=== Section Start ===

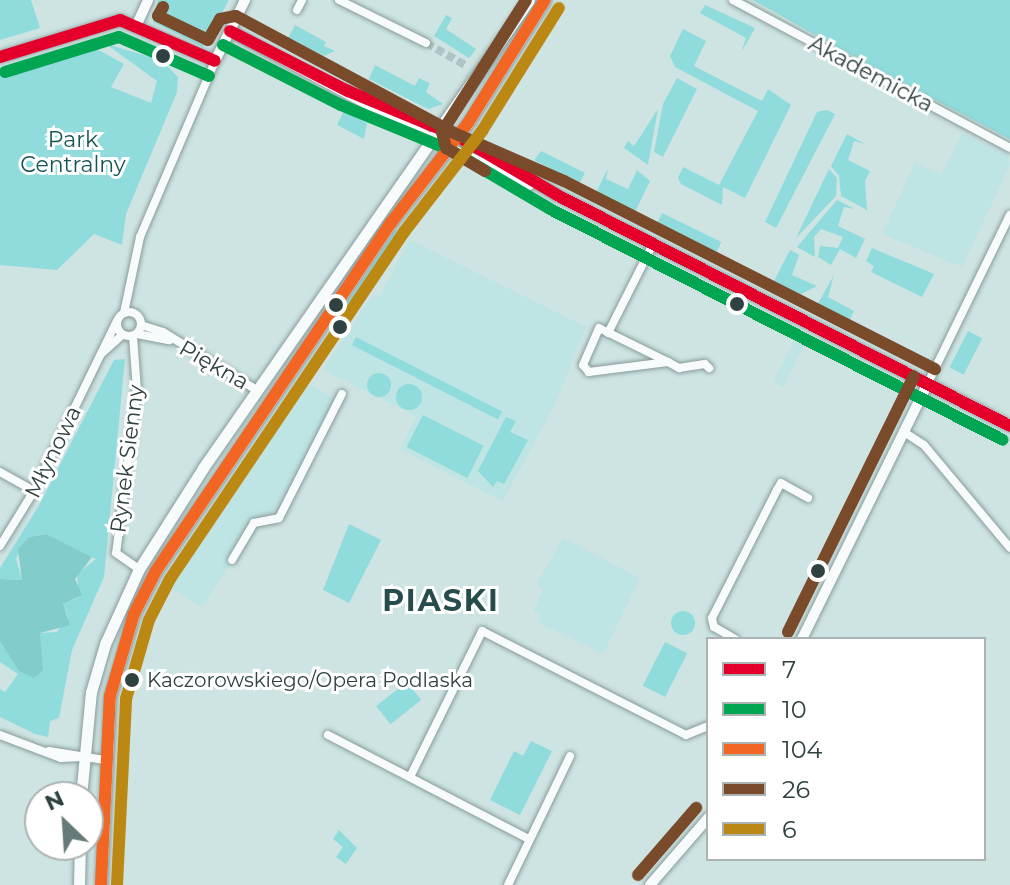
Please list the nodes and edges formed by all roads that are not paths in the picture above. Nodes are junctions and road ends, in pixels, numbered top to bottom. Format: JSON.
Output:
{"nodes":[{"id":1,"x":148,"y":0,"type":"edge"},
{"id":2,"x":245,"y":0,"type":"edge"},
{"id":3,"x":302,"y":0,"type":"edge"},
{"id":4,"x":339,"y":0,"type":"edge"},
{"id":5,"x":529,"y":0,"type":"edge"},
{"id":6,"x":545,"y":0,"type":"edge"},
{"id":7,"x":733,"y":0,"type":"edge"},
{"id":8,"x":297,"y":10,"type":"dead end"},
{"id":9,"x":137,"y":24,"type":"junction"},
{"id":10,"x":230,"y":31,"type":"junction"},
{"id":11,"x":426,"y":43,"type":"tunnel mouth"},
{"id":12,"x":0,"y":57,"type":"edge"},
{"id":13,"x":215,"y":61,"type":"junction"},
{"id":14,"x":348,"y":91,"type":"junction"},
{"id":15,"x":440,"y":127,"type":"junction"},
{"id":16,"x":457,"y":136,"type":"junction"},
{"id":17,"x":431,"y":138,"type":"junction"},
{"id":18,"x":447,"y":147,"type":"junction"},
{"id":19,"x":1010,"y":148,"type":"edge"},
{"id":20,"x":557,"y":195,"type":"junction"},
{"id":21,"x":1010,"y":215,"type":"edge"},
{"id":22,"x":653,"y":244,"type":"junction"},
{"id":23,"x":124,"y":313,"type":"junction"},
{"id":24,"x":117,"y":321,"type":"junction"},
{"id":25,"x":137,"y":332,"type":"junction"},
{"id":26,"x":608,"y":333,"type":"junction"},
{"id":27,"x":122,"y":335,"type":"junction"},
{"id":28,"x":100,"y":355,"type":"junction"},
{"id":29,"x":668,"y":362,"type":"junction"},
{"id":30,"x":709,"y":368,"type":"dead end"},
{"id":31,"x":928,"y":383,"type":"junction"},
{"id":32,"x":258,"y":391,"type":"junction"},
{"id":33,"x":342,"y":394,"type":"dead end"},
{"id":34,"x":1010,"y":426,"type":"edge"},
{"id":35,"x":904,"y":432,"type":"junction"},
{"id":36,"x":203,"y":468,"type":"junction"},
{"id":37,"x":0,"y":472,"type":"edge"},
{"id":38,"x":218,"y":477,"type":"junction"},
{"id":39,"x":34,"y":491,"type":"junction"},
{"id":40,"x":808,"y":498,"type":"dead end"},
{"id":41,"x":1,"y":544,"type":"edge"},
{"id":42,"x":1010,"y":548,"type":"edge"},
{"id":43,"x":232,"y":560,"type":"dead end"},
{"id":44,"x":139,"y":569,"type":"junction"},
{"id":45,"x":732,"y":637,"type":"edge"},
{"id":46,"x":803,"y":637,"type":"edge"},
{"id":47,"x":91,"y":692,"type":"junction"},
{"id":48,"x":110,"y":696,"type":"junction"},
{"id":49,"x":706,"y":727,"type":"edge"},
{"id":50,"x":0,"y":735,"type":"edge"},
{"id":51,"x":328,"y":735,"type":"dead end"},
{"id":52,"x":570,"y":756,"type":"dead end"},
{"id":53,"x":82,"y":757,"type":"junction"},
{"id":54,"x":104,"y":760,"type":"junction"},
{"id":55,"x":410,"y":777,"type":"junction"},
{"id":56,"x":81,"y":781,"type":"edge"},
{"id":57,"x":706,"y":820,"type":"edge"},
{"id":58,"x":529,"y":839,"type":"junction"},
{"id":59,"x":80,"y":861,"type":"edge"},
{"id":60,"x":79,"y":885,"type":"edge"},
{"id":61,"x":101,"y":885,"type":"edge"},
{"id":62,"x":508,"y":885,"type":"edge"},
{"id":63,"x":650,"y":885,"type":"edge"}],
"edges":[{"from":1,"to":9,"type":"street"},
{"from":2,"to":10,"type":"street"},
{"from":3,"to":8,"type":"street"},
{"from":4,"to":11,"type":"street"},
{"from":5,"to":15,"type":"main road"},
{"from":6,"to":16,"type":"main road"},
{"from":7,"to":19,"type":"street","name":"Akademicka"},
{"from":9,"to":12,"type":"street"},
{"from":9,"to":13,"type":"street"},
{"from":10,"to":13,"type":"street"},
{"from":10,"to":14,"type":"street"},
{"from":13,"to":23,"type":"street"},
{"from":14,"to":15,"type":"street"},
{"from":14,"to":17,"type":"street"},
{"from":15,"to":16,"type":"street"},
{"from":15,"to":17,"type":"main road"},
{"from":16,"to":18,"type":"main road"},
{"from":16,"to":20,"type":"street"},
{"from":17,"to":18,"type":"street"},
{"from":17,"to":32,"type":"main road"},
{"from":18,"to":20,"type":"street"},
{"from":18,"to":38,"type":"main road"},
{"from":20,"to":22,"type":"street"},
{"from":21,"to":31,"type":"street"},
{"from":22,"to":26,"type":"street"},
{"from":22,"to":31,"type":"street"},
{"from":23,"to":24,"type":"street","name":"Młynowa"},
{"from":23,"to":25,"type":"street"},
{"from":24,"to":27,"type":"street"},
{"from":24,"to":28,"type":"street","name":"Młynowa"},
{"from":25,"to":27,"type":"street","name":"Piękna"},
{"from":25,"to":32,"type":"street","name":"Piękna"},
{"from":25,"to":44,"type":"street","name":"Rynek Sienny"},
{"from":26,"to":29,"type":"street"},
{"from":26,"to":29,"type":"street"},
{"from":27,"to":28,"type":"street","name":"Młynowa"},
{"from":28,"to":39,"type":"street","name":"Młynowa"},
{"from":29,"to":30,"type":"street"},
{"from":31,"to":34,"type":"street"},
{"from":31,"to":35,"type":"street"},
{"from":32,"to":36,"type":"main road"},
{"from":33,"to":43,"type":"street"},
{"from":35,"to":42,"type":"street"},
{"from":35,"to":46,"type":"street"},
{"from":36,"to":38,"type":"main road"},
{"from":36,"to":44,"type":"main road"},
{"from":37,"to":39,"type":"street"},
{"from":38,"to":48,"type":"main road"},
{"from":39,"to":41,"type":"street","name":"Młynowa"},
{"from":40,"to":45,"type":"street"},
{"from":44,"to":47,"type":"main road"},
{"from":47,"to":48,"type":"main road"},
{"from":47,"to":53,"type":"main road"},
{"from":48,"to":54,"type":"main road"},
{"from":49,"to":55,"type":"street"},
{"from":50,"to":53,"type":"street"},
{"from":51,"to":55,"type":"street"},
{"from":52,"to":58,"type":"street"},
{"from":53,"to":54,"type":"street"},
{"from":53,"to":56,"type":"main road"},
{"from":54,"to":61,"type":"main road"},
{"from":55,"to":58,"type":"street"},
{"from":57,"to":63,"type":"street"},
{"from":58,"to":62,"type":"street"},
{"from":59,"to":60,"type":"main road"}]}
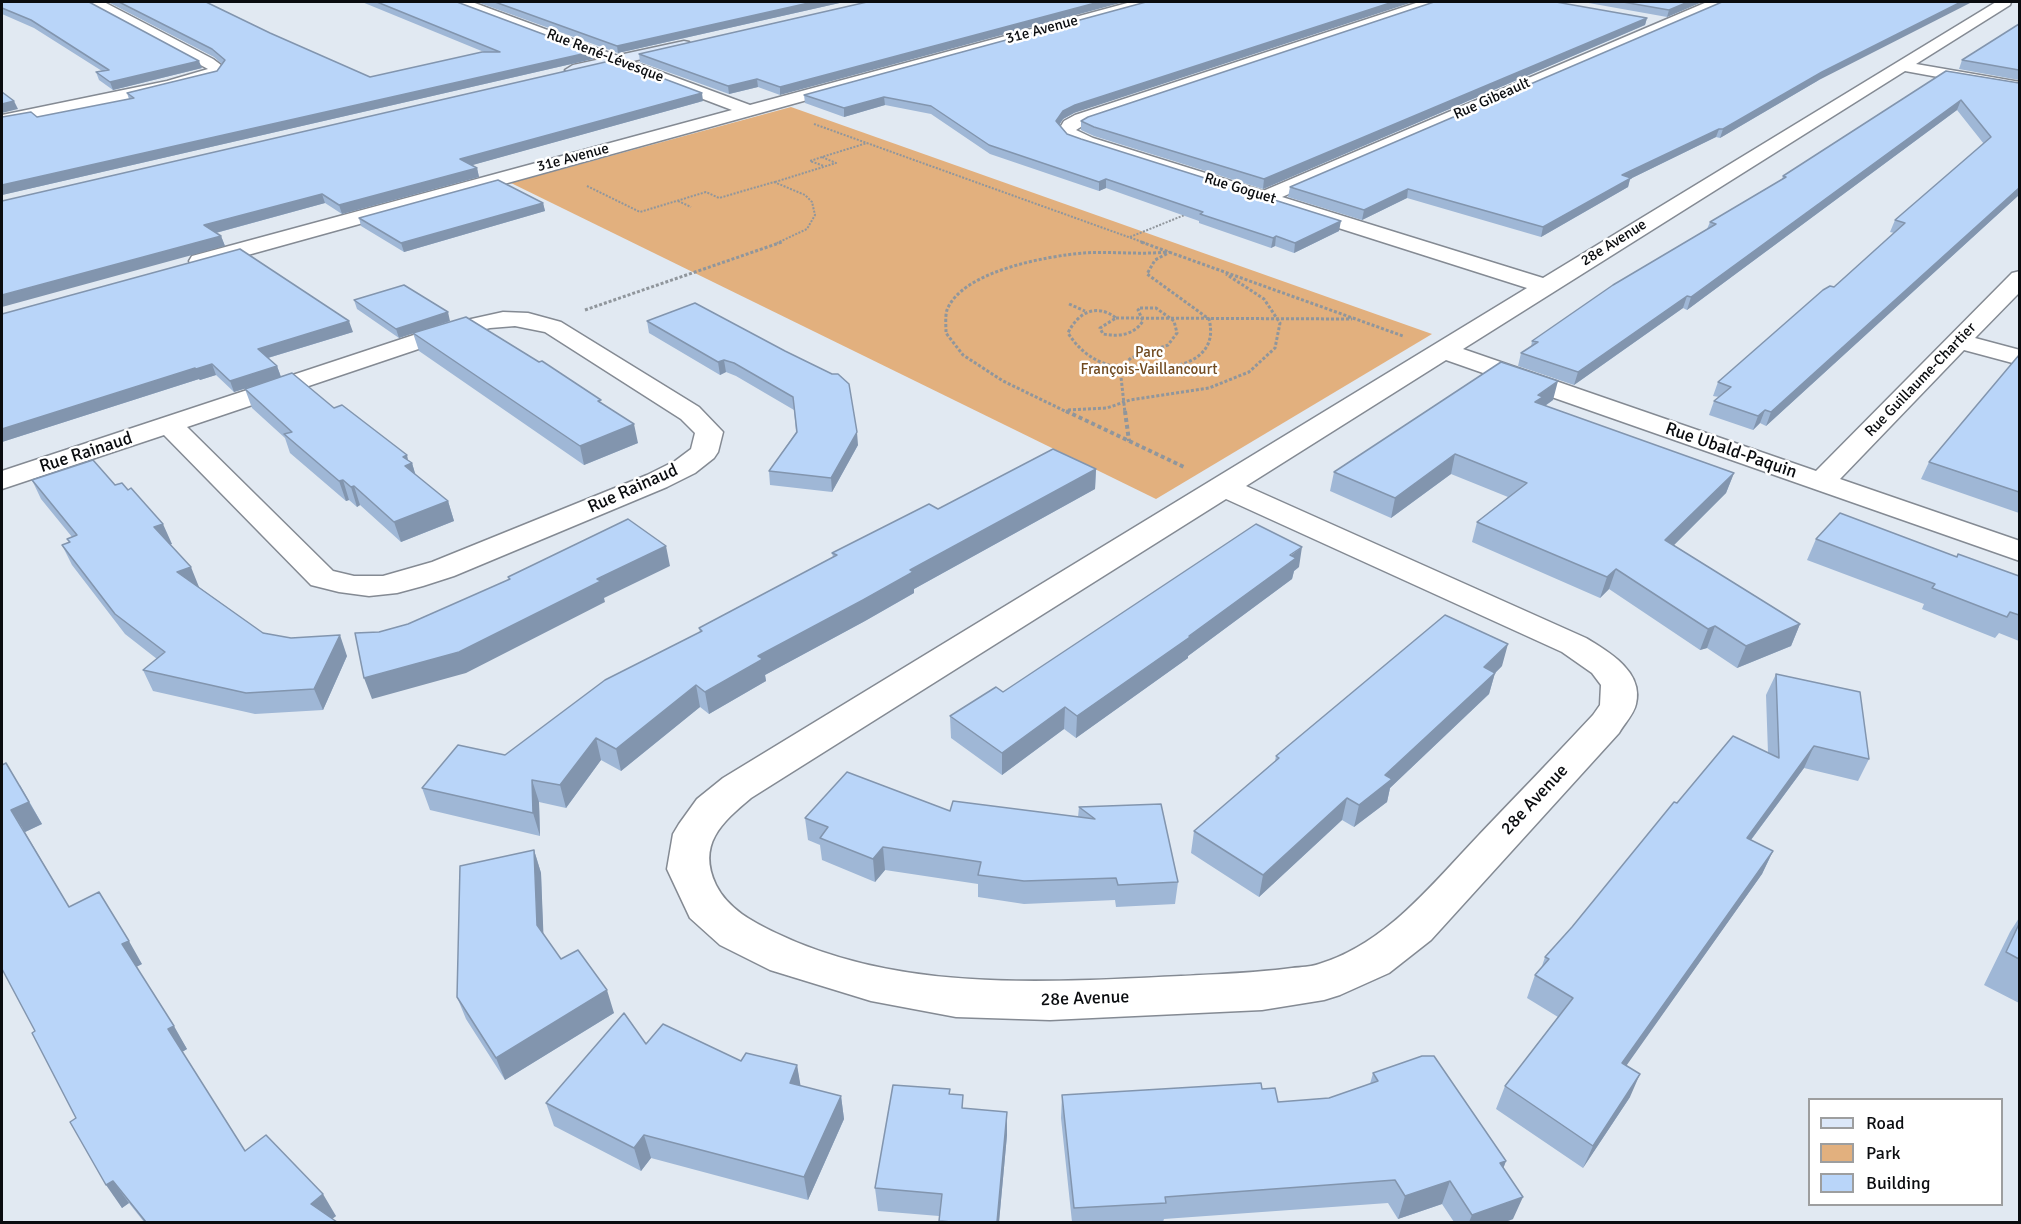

=== Section End ===

*AIM OF THE TASK*
Everything in the records should be repeated exactly except the images.

*RESULT FOR THIS EXERCISE*
Please list the nodes and edges formed by all roads that are not paths in the picture above. Nodes are junctions and road ends, in pixels, numbered top to bottom. Format: JSON.
Output:
{"nodes":[{"id":1,"x":148,"y":0,"type":"edge"},
{"id":2,"x":245,"y":0,"type":"edge"},
{"id":3,"x":302,"y":0,"type":"edge"},
{"id":4,"x":339,"y":0,"type":"edge"},
{"id":5,"x":529,"y":0,"type":"edge"},
{"id":6,"x":545,"y":0,"type":"edge"},
{"id":7,"x":733,"y":0,"type":"edge"},
{"id":8,"x":297,"y":10,"type":"dead end"},
{"id":9,"x":137,"y":24,"type":"junction"},
{"id":10,"x":230,"y":31,"type":"junction"},
{"id":11,"x":426,"y":43,"type":"tunnel mouth"},
{"id":12,"x":0,"y":57,"type":"edge"},
{"id":13,"x":215,"y":61,"type":"junction"},
{"id":14,"x":348,"y":91,"type":"junction"},
{"id":15,"x":440,"y":127,"type":"junction"},
{"id":16,"x":457,"y":136,"type":"junction"},
{"id":17,"x":431,"y":138,"type":"junction"},
{"id":18,"x":447,"y":147,"type":"junction"},
{"id":19,"x":1010,"y":148,"type":"edge"},
{"id":20,"x":557,"y":195,"type":"junction"},
{"id":21,"x":1010,"y":215,"type":"edge"},
{"id":22,"x":653,"y":244,"type":"junction"},
{"id":23,"x":124,"y":313,"type":"junction"},
{"id":24,"x":117,"y":321,"type":"junction"},
{"id":25,"x":137,"y":332,"type":"junction"},
{"id":26,"x":608,"y":333,"type":"junction"},
{"id":27,"x":122,"y":335,"type":"junction"},
{"id":28,"x":100,"y":355,"type":"junction"},
{"id":29,"x":668,"y":362,"type":"junction"},
{"id":30,"x":709,"y":368,"type":"dead end"},
{"id":31,"x":928,"y":383,"type":"junction"},
{"id":32,"x":258,"y":391,"type":"junction"},
{"id":33,"x":342,"y":394,"type":"dead end"},
{"id":34,"x":1010,"y":426,"type":"edge"},
{"id":35,"x":904,"y":432,"type":"junction"},
{"id":36,"x":203,"y":468,"type":"junction"},
{"id":37,"x":0,"y":472,"type":"edge"},
{"id":38,"x":218,"y":477,"type":"junction"},
{"id":39,"x":34,"y":491,"type":"junction"},
{"id":40,"x":808,"y":498,"type":"dead end"},
{"id":41,"x":1,"y":544,"type":"edge"},
{"id":42,"x":1010,"y":548,"type":"edge"},
{"id":43,"x":232,"y":560,"type":"dead end"},
{"id":44,"x":139,"y":569,"type":"junction"},
{"id":45,"x":732,"y":637,"type":"edge"},
{"id":46,"x":803,"y":637,"type":"edge"},
{"id":47,"x":91,"y":692,"type":"junction"},
{"id":48,"x":110,"y":696,"type":"junction"},
{"id":49,"x":706,"y":727,"type":"edge"},
{"id":50,"x":0,"y":735,"type":"edge"},
{"id":51,"x":328,"y":735,"type":"dead end"},
{"id":52,"x":570,"y":756,"type":"dead end"},
{"id":53,"x":82,"y":757,"type":"junction"},
{"id":54,"x":104,"y":760,"type":"junction"},
{"id":55,"x":410,"y":777,"type":"junction"},
{"id":56,"x":81,"y":781,"type":"edge"},
{"id":57,"x":706,"y":820,"type":"edge"},
{"id":58,"x":529,"y":839,"type":"junction"},
{"id":59,"x":80,"y":861,"type":"edge"},
{"id":60,"x":79,"y":885,"type":"edge"},
{"id":61,"x":101,"y":885,"type":"edge"},
{"id":62,"x":508,"y":885,"type":"edge"},
{"id":63,"x":650,"y":885,"type":"edge"}],
"edges":[{"from":1,"to":9,"type":"street"},
{"from":2,"to":10,"type":"street"},
{"from":3,"to":8,"type":"street"},
{"from":4,"to":11,"type":"street"},
{"from":5,"to":15,"type":"main road"},
{"from":6,"to":16,"type":"main road"},
{"from":7,"to":19,"type":"street","name":"Akademicka"},
{"from":9,"to":12,"type":"street"},
{"from":9,"to":13,"type":"street"},
{"from":10,"to":13,"type":"street"},
{"from":10,"to":14,"type":"street"},
{"from":13,"to":23,"type":"street"},
{"from":14,"to":15,"type":"street"},
{"from":14,"to":17,"type":"street"},
{"from":15,"to":16,"type":"street"},
{"from":15,"to":17,"type":"main road"},
{"from":16,"to":18,"type":"main road"},
{"from":16,"to":20,"type":"street"},
{"from":17,"to":18,"type":"street"},
{"from":17,"to":32,"type":"main road"},
{"from":18,"to":20,"type":"street"},
{"from":18,"to":38,"type":"main road"},
{"from":20,"to":22,"type":"street"},
{"from":21,"to":31,"type":"street"},
{"from":22,"to":26,"type":"street"},
{"from":22,"to":31,"type":"street"},
{"from":23,"to":24,"type":"street","name":"Młynowa"},
{"from":23,"to":25,"type":"street"},
{"from":24,"to":27,"type":"street"},
{"from":24,"to":28,"type":"street","name":"Młynowa"},
{"from":25,"to":27,"type":"street","name":"Piękna"},
{"from":25,"to":32,"type":"street","name":"Piękna"},
{"from":25,"to":44,"type":"street","name":"Rynek Sienny"},
{"from":26,"to":29,"type":"street"},
{"from":26,"to":29,"type":"street"},
{"from":27,"to":28,"type":"street","name":"Młynowa"},
{"from":28,"to":39,"type":"street","name":"Młynowa"},
{"from":29,"to":30,"type":"street"},
{"from":31,"to":34,"type":"street"},
{"from":31,"to":35,"type":"street"},
{"from":32,"to":36,"type":"main road"},
{"from":33,"to":43,"type":"street"},
{"from":35,"to":42,"type":"street"},
{"from":35,"to":46,"type":"street"},
{"from":36,"to":38,"type":"main road"},
{"from":36,"to":44,"type":"main road"},
{"from":37,"to":39,"type":"street"},
{"from":38,"to":48,"type":"main road"},
{"from":39,"to":41,"type":"street","name":"Młynowa"},
{"from":40,"to":45,"type":"street"},
{"from":44,"to":47,"type":"main road"},
{"from":47,"to":48,"type":"main road"},
{"from":47,"to":53,"type":"main road"},
{"from":48,"to":54,"type":"main road"},
{"from":49,"to":55,"type":"street"},
{"from":50,"to":53,"type":"street"},
{"from":51,"to":55,"type":"street"},
{"from":52,"to":58,"type":"street"},
{"from":53,"to":54,"type":"street"},
{"from":53,"to":56,"type":"main road"},
{"from":54,"to":61,"type":"main road"},
{"from":55,"to":58,"type":"street"},
{"from":57,"to":63,"type":"street"},
{"from":58,"to":62,"type":"street"},
{"from":59,"to":60,"type":"main road"}]}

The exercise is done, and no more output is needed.